Dataset entries:
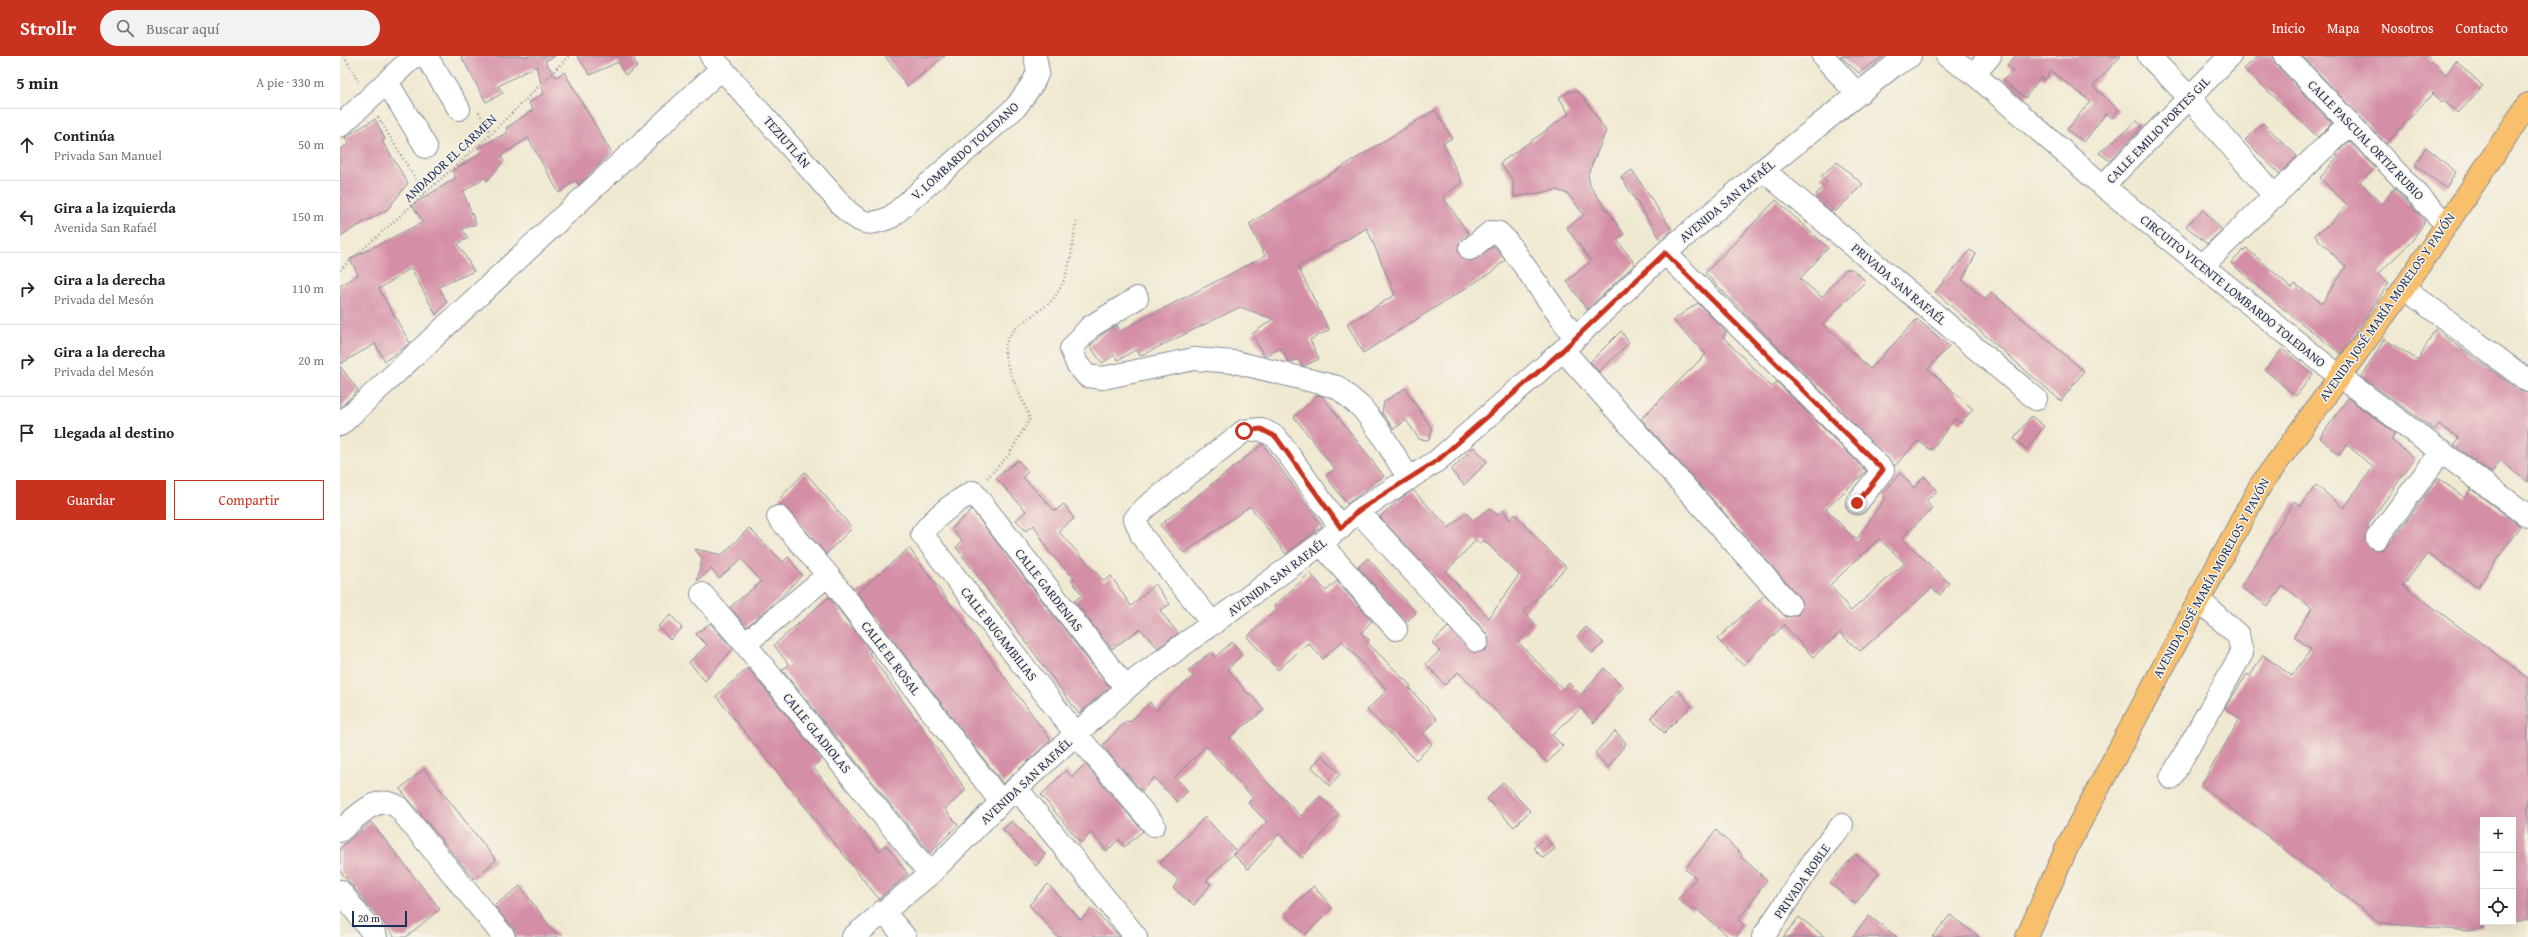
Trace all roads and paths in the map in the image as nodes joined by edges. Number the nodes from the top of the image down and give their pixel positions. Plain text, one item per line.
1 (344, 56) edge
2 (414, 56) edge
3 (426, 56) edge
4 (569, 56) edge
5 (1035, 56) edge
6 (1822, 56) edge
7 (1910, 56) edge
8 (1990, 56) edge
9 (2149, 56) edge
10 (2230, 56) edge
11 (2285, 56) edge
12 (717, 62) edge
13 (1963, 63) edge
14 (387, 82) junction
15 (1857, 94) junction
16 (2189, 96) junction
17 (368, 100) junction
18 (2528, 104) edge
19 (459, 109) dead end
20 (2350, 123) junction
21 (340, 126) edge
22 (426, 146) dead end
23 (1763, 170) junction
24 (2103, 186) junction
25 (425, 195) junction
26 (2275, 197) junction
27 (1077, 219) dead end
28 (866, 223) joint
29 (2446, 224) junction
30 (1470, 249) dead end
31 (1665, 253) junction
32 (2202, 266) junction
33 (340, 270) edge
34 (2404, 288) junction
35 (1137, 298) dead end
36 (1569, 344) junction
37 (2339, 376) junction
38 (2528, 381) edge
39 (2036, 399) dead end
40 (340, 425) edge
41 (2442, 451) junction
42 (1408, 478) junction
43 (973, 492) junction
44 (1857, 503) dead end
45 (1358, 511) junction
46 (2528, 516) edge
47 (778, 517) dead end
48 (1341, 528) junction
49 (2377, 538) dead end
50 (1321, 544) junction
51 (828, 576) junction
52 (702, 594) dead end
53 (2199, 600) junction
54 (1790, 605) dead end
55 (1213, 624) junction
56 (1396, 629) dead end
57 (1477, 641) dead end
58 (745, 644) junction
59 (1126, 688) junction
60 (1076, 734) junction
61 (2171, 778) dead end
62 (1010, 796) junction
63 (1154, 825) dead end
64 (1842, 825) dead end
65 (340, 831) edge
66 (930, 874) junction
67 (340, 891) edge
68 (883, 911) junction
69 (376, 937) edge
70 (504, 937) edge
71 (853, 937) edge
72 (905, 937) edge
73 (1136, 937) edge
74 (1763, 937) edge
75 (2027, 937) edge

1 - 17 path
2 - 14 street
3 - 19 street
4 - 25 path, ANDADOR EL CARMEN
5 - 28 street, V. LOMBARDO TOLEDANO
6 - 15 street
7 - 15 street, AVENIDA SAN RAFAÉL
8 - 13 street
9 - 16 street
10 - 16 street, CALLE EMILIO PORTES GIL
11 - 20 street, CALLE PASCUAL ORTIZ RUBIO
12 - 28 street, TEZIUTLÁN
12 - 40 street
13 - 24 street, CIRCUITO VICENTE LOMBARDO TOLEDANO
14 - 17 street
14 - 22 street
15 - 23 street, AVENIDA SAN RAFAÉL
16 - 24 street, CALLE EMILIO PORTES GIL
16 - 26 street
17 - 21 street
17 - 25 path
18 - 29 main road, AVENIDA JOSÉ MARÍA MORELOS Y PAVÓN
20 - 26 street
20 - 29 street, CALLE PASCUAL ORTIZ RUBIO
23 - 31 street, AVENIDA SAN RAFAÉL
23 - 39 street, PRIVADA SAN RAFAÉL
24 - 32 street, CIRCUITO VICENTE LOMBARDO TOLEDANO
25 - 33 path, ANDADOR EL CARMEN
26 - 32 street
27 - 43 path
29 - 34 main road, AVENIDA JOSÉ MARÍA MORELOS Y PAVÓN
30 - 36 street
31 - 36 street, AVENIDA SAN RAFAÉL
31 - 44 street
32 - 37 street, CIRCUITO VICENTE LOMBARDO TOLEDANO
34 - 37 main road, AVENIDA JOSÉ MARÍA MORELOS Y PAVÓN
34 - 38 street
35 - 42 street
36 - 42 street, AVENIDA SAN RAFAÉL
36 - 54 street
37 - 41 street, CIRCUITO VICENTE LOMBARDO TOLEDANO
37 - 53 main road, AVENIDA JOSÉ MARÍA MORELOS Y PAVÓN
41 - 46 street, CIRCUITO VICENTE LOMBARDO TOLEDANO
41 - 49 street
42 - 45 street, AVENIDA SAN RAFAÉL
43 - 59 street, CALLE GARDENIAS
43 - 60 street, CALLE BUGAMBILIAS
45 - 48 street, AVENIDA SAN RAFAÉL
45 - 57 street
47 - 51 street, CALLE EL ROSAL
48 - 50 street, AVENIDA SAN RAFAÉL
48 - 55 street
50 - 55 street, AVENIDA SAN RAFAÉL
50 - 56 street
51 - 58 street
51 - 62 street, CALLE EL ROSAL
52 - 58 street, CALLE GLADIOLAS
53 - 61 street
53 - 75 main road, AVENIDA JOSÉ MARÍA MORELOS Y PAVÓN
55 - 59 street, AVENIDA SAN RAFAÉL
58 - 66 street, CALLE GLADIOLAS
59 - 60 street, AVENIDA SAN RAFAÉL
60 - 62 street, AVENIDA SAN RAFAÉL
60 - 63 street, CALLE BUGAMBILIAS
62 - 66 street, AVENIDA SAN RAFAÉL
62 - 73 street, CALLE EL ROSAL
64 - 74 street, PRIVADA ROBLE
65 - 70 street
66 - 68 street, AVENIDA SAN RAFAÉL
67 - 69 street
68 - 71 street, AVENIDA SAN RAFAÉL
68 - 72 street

--

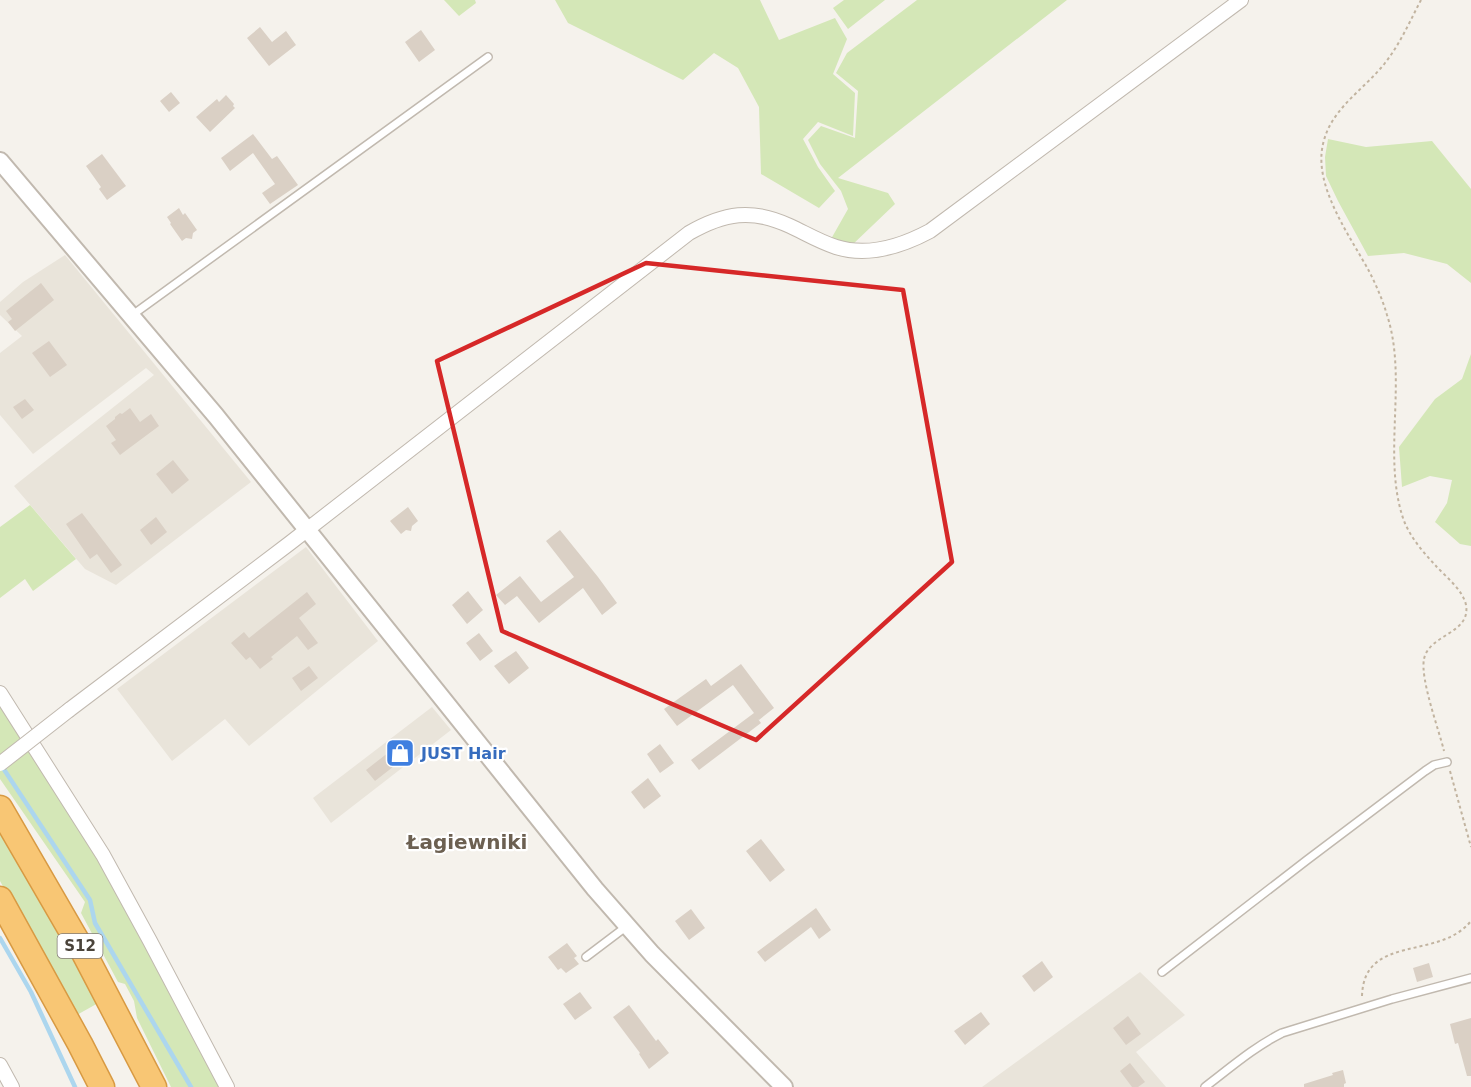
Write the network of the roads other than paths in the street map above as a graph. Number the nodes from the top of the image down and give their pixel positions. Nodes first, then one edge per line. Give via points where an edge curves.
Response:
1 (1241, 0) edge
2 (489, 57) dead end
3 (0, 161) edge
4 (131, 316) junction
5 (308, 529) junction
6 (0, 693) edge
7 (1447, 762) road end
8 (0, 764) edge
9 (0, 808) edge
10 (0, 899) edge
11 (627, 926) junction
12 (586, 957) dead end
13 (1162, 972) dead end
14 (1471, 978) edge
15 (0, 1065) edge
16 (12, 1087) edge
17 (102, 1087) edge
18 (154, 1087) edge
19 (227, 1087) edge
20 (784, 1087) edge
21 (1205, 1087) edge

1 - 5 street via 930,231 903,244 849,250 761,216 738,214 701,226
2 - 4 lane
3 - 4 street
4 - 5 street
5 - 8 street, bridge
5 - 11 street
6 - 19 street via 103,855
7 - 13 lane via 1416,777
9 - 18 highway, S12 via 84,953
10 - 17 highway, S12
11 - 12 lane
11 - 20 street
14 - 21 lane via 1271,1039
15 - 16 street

--

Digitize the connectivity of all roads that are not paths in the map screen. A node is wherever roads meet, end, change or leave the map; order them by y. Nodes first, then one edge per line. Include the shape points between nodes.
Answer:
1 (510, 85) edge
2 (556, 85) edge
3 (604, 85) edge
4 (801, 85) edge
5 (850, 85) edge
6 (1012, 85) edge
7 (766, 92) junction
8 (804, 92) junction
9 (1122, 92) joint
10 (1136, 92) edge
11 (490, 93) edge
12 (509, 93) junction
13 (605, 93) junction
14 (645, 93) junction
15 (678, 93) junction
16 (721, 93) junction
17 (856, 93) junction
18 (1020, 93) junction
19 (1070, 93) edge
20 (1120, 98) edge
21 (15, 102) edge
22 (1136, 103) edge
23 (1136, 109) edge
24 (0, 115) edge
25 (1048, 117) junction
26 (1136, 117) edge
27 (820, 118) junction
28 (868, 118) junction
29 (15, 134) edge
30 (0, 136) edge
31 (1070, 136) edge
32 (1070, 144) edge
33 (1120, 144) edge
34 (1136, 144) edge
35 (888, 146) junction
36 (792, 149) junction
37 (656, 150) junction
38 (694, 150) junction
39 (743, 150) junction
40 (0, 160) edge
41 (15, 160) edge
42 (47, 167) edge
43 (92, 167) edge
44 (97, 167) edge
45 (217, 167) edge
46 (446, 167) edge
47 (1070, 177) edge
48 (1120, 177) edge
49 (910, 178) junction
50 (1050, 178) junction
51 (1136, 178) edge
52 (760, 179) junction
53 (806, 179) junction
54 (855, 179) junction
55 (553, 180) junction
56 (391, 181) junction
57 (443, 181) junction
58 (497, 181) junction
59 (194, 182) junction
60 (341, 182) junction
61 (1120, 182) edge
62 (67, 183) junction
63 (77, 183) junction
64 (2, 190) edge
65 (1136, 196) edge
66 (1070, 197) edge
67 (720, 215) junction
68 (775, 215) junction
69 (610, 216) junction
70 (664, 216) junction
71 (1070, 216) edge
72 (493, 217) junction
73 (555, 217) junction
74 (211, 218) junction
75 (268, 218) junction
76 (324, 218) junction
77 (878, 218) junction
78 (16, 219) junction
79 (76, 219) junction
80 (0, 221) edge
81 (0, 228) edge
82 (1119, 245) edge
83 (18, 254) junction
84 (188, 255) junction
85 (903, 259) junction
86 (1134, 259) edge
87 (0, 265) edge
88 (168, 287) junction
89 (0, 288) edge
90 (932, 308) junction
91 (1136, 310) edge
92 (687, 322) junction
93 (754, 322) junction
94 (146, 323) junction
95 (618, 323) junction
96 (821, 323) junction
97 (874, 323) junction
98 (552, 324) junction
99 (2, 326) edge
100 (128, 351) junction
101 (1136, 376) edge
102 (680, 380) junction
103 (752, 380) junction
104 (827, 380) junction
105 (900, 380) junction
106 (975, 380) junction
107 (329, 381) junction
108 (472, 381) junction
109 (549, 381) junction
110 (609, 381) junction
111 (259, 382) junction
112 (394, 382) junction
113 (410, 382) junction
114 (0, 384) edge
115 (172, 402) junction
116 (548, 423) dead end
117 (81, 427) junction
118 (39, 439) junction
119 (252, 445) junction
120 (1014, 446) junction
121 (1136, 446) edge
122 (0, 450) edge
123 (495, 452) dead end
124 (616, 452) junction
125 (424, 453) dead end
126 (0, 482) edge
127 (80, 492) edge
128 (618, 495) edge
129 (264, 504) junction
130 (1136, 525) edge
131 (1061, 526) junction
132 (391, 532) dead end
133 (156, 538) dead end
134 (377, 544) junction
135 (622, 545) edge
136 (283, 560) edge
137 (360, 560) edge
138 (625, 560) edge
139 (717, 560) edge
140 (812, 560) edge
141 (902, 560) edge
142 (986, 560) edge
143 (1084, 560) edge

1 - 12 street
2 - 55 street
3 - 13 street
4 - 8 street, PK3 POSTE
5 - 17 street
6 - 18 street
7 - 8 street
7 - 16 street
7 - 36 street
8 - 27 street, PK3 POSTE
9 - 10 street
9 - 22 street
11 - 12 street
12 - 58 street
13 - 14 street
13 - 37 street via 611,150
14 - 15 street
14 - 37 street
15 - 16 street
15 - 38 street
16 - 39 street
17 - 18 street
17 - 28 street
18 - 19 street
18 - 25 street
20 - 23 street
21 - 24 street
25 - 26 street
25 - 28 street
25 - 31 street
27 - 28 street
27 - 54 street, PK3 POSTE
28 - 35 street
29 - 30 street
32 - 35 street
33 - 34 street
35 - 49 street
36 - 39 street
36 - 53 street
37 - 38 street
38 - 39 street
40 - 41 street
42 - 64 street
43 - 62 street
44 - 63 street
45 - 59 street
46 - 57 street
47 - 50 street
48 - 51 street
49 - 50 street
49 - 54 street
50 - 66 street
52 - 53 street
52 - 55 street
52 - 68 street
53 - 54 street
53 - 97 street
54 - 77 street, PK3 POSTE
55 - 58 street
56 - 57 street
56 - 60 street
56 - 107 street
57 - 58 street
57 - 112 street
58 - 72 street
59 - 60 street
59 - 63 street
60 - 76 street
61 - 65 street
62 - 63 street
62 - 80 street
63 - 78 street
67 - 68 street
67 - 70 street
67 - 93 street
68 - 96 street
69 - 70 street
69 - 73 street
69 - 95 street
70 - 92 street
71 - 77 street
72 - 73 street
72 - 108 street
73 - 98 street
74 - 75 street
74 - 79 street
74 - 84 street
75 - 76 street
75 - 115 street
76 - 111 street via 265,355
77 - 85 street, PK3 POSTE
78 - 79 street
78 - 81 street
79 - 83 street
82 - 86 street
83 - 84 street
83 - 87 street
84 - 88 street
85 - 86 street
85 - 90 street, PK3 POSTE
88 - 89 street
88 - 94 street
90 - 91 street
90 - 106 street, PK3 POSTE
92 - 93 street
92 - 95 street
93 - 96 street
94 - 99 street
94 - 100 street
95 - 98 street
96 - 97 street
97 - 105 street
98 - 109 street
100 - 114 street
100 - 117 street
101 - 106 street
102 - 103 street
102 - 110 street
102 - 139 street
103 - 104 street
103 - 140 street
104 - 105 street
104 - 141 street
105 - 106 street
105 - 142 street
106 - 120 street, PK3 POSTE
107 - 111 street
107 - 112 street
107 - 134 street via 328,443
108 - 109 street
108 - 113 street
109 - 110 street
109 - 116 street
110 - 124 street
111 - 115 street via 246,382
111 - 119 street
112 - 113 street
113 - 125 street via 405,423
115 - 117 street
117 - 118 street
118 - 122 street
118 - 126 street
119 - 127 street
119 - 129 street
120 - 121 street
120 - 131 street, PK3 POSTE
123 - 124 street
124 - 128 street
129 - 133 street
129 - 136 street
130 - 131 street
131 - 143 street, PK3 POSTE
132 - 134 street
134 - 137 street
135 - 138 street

* What the task requires:
Which lines above contain "points"? Show each of them.

* Written solution:
Write the network of the roads other than paths in the street map above as a graph. Number the nodes from the top of the image down and give their pixel positions. Nodes first, then one edge per line. Give via points where an edge curves.
Digitize the connectivity of all roads that are not paths in the map screen. A node is wherever roads meet, end, change or leave the map; order them by y. Nodes first, then one edge per line. Include the shape points between nodes.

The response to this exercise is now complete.